### Required action
Every line below that mentions the word "nodes" should be copied out.

### Exercise inputs
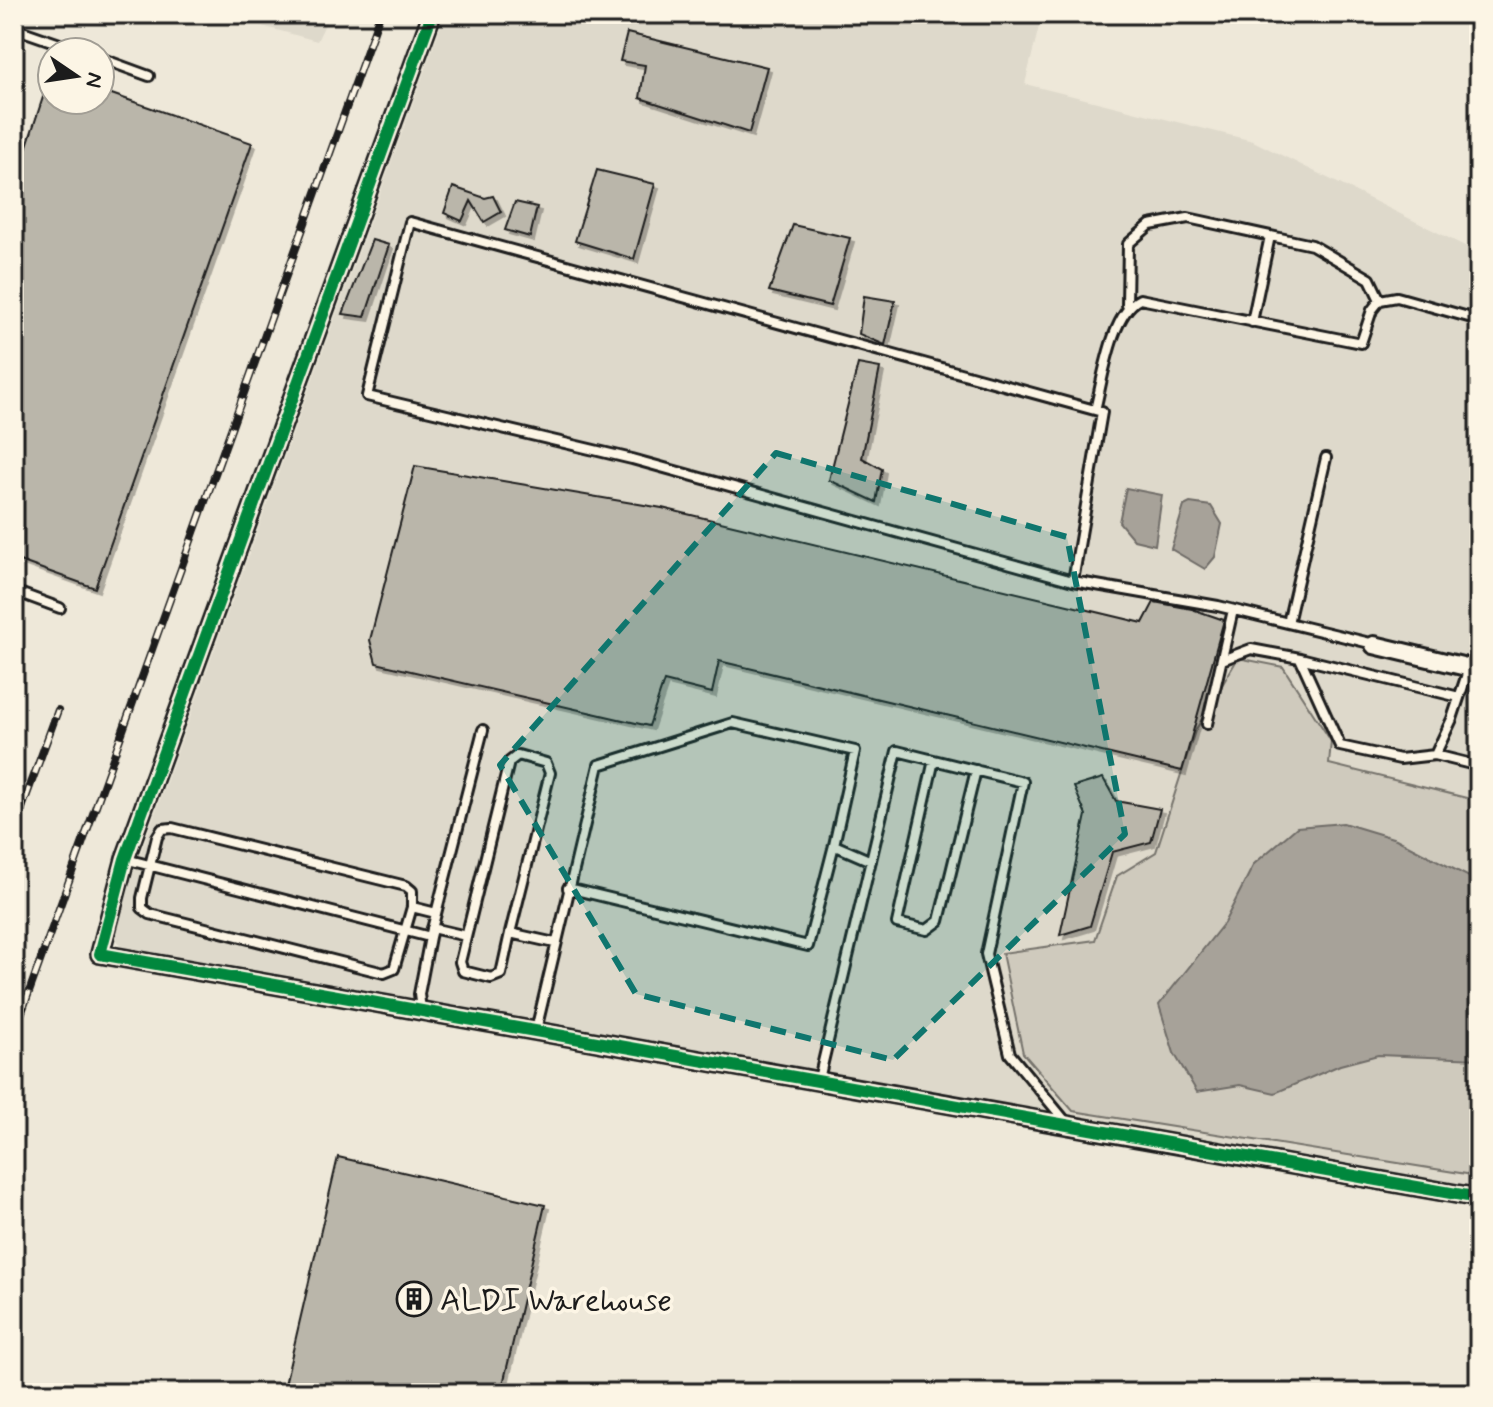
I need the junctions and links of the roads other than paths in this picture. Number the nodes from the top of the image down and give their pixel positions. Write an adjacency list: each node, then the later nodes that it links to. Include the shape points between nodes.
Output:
1 (432, 14): 30 (street)
2 (14, 28): 3 (lane)
3 (37, 36)
4 (116, 64): 5 (lane)
5 (149, 76)
6 (1270, 236): 7 (lane, via 1312,245 1370,279); 8 (lane, via 1188,218 1150,225 1128,244); 10 (lane)
7 (1380, 300): 9 (lane, via 1397,297); 10 (lane, via 1361,343)
8 (1127, 305): 10 (lane, via 1140,299); 11 (lane)
9 (1479, 320)
10 (1252, 322)
11 (1095, 410): 13 (lane, via 1102,412); 13 (lane, via 410,222 367,396 632,459)
12 (1326, 458): 17 (lane)
13 (1073, 581): 16 (lane)
14 (14, 591): 15 (lane)
15 (60, 608)
16 (1233, 610): 17 (lane); 20 (lane)
17 (1288, 623): 18 (lane)
18 (1374, 645): 21 (street)
19 (1300, 658): 20 (lane, via 1251,649); 22 (lane); 25 (lane, via 1340,746 1400,759)
20 (1222, 660): 23 (lane)
21 (1474, 669): 22 (lane)
22 (1459, 697): 25 (lane)
23 (1207, 724)
24 (483, 730): 35 (lane)
25 (1435, 755): 27 (lane)
26 (934, 760): 28 (lane); 28 (lane, via 897,923 927,930 939,921); 31 (lane, via 897,751)
27 (1479, 766)
28 (976, 770): 44 (lane, via 1023,782 986,954 1010,1054)
29 (834, 845): 31 (lane); 33 (lane, via 808,946); 33 (lane, via 855,751 733,723 599,765)
30 (125, 859): 32 (lane); 41 (street, via 100,954)
31 (871, 861): 43 (lane)
32 (149, 867): 34 (lane, via 157,837 162,829 172,828 406,886 412,891); 36 (lane); 36 (lane, via 142,908 223,933 384,973 394,969)
33 (568, 888): 40 (lane)
34 (412, 907): 35 (lane); 36 (lane)
35 (436, 913): 37 (lane)
36 (406, 931): 37 (lane)
37 (431, 933): 39 (lane); 41 (lane, via 419,994)
38 (510, 933): 39 (lane, via 501,974 491,978 463,971); 39 (lane, via 550,773 546,763 518,755 509,762); 40 (lane)
39 (466, 936)
40 (555, 943): 42 (lane)
41 (421, 1010): 42 (street)
42 (536, 1030): 43 (street)
43 (819, 1079): 44 (street)
44 (1066, 1123): 45 (street)
45 (1479, 1198)

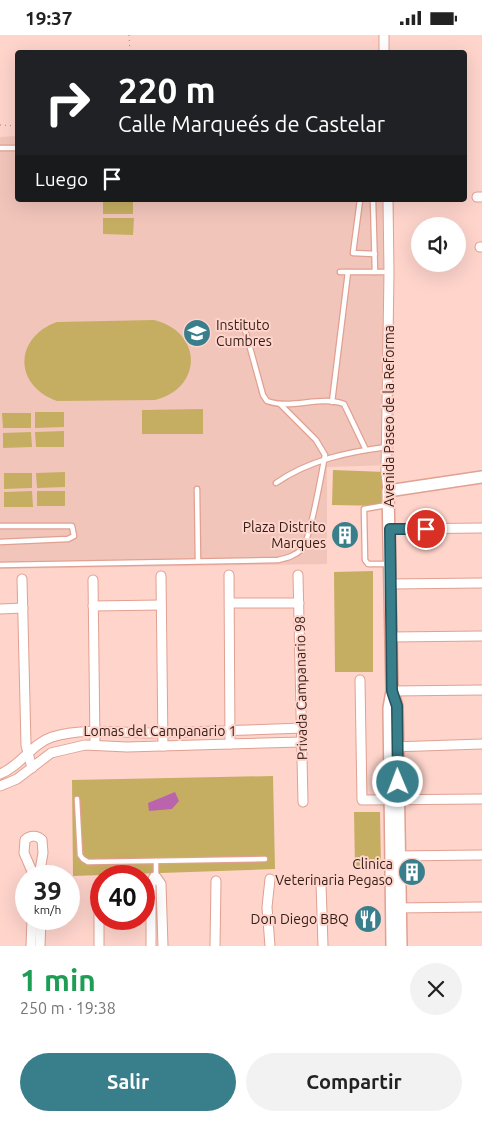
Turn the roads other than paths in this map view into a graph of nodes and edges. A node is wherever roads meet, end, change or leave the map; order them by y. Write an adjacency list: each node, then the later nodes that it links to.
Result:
1 (384, 35): 2 (street)
2 (384, 50)
3 (0, 148): 4 (lane)
4 (15, 148)
5 (360, 202): 8 (lane)
6 (373, 202): 8 (lane)
7 (388, 202): 12 (street, Avenida Paseo de la Reforma)
8 (375, 254): 11 (lane)
9 (340, 272): 10 (lane)
10 (348, 272): 11 (lane); 14 (lane)
11 (375, 272): 12 (lane)
12 (389, 272): 16 (street, Avenida Paseo de la Reforma)
13 (244, 326): 15 (lane)
14 (332, 402): 15 (lane); 17 (lane)
15 (280, 404): 18 (lane)
16 (387, 447): 17 (lane); 22 (street, Avenida Paseo de la Reforma)
17 (366, 450): 18 (lane)
18 (324, 459): 20 (lane); 28 (lane)
19 (482, 477): 22 (street)
20 (276, 483)
21 (197, 489): 28 (lane)
22 (388, 491): 23 (street, Avenida Paseo de la Reforma)
23 (389, 505): 26 (street, Avenida Paseo de la Reforma); 29 (lane)
24 (0, 525): 27 (lane)
25 (482, 528): 26 (street)
26 (390, 529): 29 (street, Avenida Paseo de la Reforma)
27 (0, 542)
28 (198, 561): 30 (lane)
29 (390, 564): 37 (street, Avenida Paseo de la Reforma)
30 (0, 565)
31 (229, 575): 38 (street)
32 (298, 575): 39 (street, Privada Campanario 98)
33 (161, 576): 40 (street)
34 (22, 579): 42 (street)
35 (93, 580): 41 (street)
36 (482, 583): 37 (street)
37 (390, 584): 45 (street, Avenida Paseo de la Reforma)
38 (230, 603): 39 (street); 51 (street)
39 (299, 603): 49 (street, Privada Campanario 98)
40 (161, 605): 41 (street); 52 (street)
41 (93, 606): 50 (street)
42 (23, 608): 43 (street); 59 (street)
43 (0, 609)
44 (482, 636): 45 (street)
45 (391, 637): 48 (street, Avenida Paseo de la Reforma)
46 (360, 680): 65 (street)
47 (482, 690): 48 (street)
48 (392, 691): 58 (street, Avenida Paseo de la Reforma)
49 (302, 728): 51 (street, Lomas del Campanario 1); 53 (street, Privada Campanario 98)
50 (95, 730): 52 (street, Lomas del Campanario 1); 54 (street); 59 (street, Lomas del Campanario 1)
51 (230, 730): 52 (street, Lomas del Campanario 1); 55 (street)
52 (164, 733): 57 (street)
53 (302, 742): 55 (street, Lomas del Campanario 1); 66 (street, Privada Campanario 98)
54 (95, 744): 57 (street, Lomas del Campanario 1); 60 (street, Lomas del Campanario 1)
55 (230, 744): 57 (street, Lomas del Campanario 1)
56 (482, 744): 58 (street)
57 (163, 746)
58 (393, 747): 65 (street, Avenida Paseo de la Reforma)
59 (27, 754): 60 (street); 61 (street, Lomas del Campanario 1)
60 (32, 767): 62 (street, Lomas del Campanario 1)
61 (0, 774)
62 (0, 786)
63 (77, 799): 70 (lane)
64 (482, 799): 65 (street)
65 (394, 800): 68 (street, Avenida Paseo de la Reforma)
66 (303, 802)
67 (482, 855): 68 (street)
68 (395, 856): 78 (street, Avenida Paseo de la Reforma)
69 (265, 859): 70 (lane)
70 (156, 861): 73 (lane)
71 (30, 865): 72 (street)
72 (40, 865)
73 (156, 877): 85 (street); 86 (street)
74 (270, 879): 88 (street)
75 (216, 881): 87 (street)
76 (321, 883): 89 (street)
77 (482, 907): 78 (street)
78 (395, 908): 90 (street, Avenida Paseo de la Reforma); 91 (street, Avenida Paseo de la Reforma)
79 (32, 930): 82 (street)
80 (41, 930): 83 (street)
81 (99, 930): 84 (street)
82 (32, 946)
83 (40, 946)
84 (99, 946)
85 (152, 946)
86 (163, 946)
87 (215, 946)
88 (270, 946)
89 (323, 946)
90 (392, 946)
91 (400, 946)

### Output for this exercise
I need the junctions and links of the roads other than paths in this picture. Number the nodes from the top of the image down and give their pixel positions. Write an adjacency list: each node, then the later nodes that it links to. Include the shape points between nodes.
Turn the roads other than paths in this map view into a graph of nodes and edges. A node is wherever roads meet, end, change or leave the map; order them by y. Write an adjacency list: each node, then the later nodes that it links to.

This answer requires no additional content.